▶ Problem
Scan the entries below. Return every line that includes "thumb".

(Keypoint text descriptions)
►

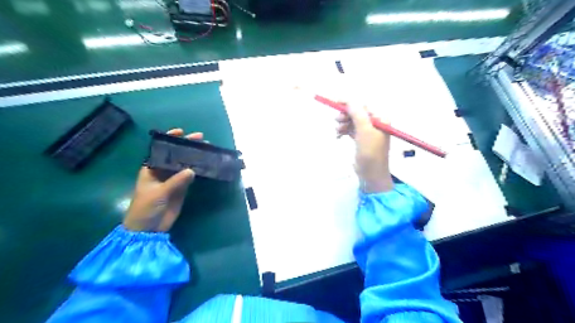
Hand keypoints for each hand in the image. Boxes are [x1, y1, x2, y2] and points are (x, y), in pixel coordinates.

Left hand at [122, 129, 203, 232]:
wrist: (148, 229)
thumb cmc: (145, 208)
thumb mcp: (158, 193)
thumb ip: (175, 181)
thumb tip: (192, 170)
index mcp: (151, 169)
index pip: (160, 150)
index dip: (169, 140)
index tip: (181, 132)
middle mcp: (162, 171)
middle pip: (175, 155)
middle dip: (186, 146)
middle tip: (201, 139)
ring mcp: (173, 180)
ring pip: (185, 165)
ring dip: (194, 157)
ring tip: (206, 149)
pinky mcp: (181, 189)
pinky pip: (190, 177)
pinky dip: (198, 170)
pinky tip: (206, 164)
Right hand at [335, 102, 393, 192]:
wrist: (371, 175)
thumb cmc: (370, 153)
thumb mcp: (364, 132)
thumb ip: (357, 115)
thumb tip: (349, 101)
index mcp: (380, 119)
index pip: (363, 106)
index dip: (350, 103)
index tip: (336, 103)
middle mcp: (375, 124)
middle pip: (357, 113)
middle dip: (346, 115)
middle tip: (337, 120)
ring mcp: (368, 132)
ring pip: (353, 122)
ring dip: (343, 124)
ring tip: (337, 131)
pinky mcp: (362, 140)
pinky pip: (351, 130)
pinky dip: (344, 131)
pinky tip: (339, 136)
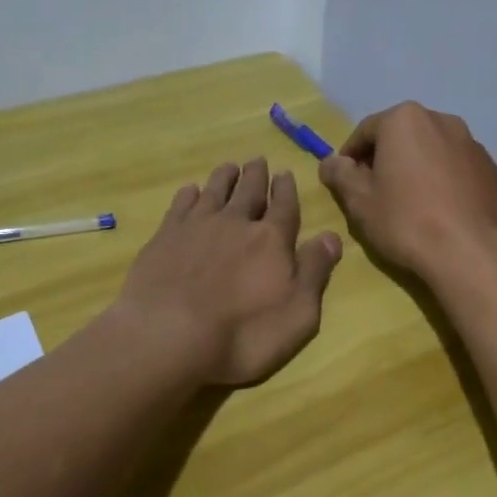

◄

▶ Reply
thumb cmc: (145, 208)
thumb mcp: (158, 193)
thumb ip: (175, 181)
thumb tip: (192, 170)
thumb cmc: (370, 153)
thumb mcp: (364, 132)
thumb ip: (357, 115)
thumb tip: (349, 101)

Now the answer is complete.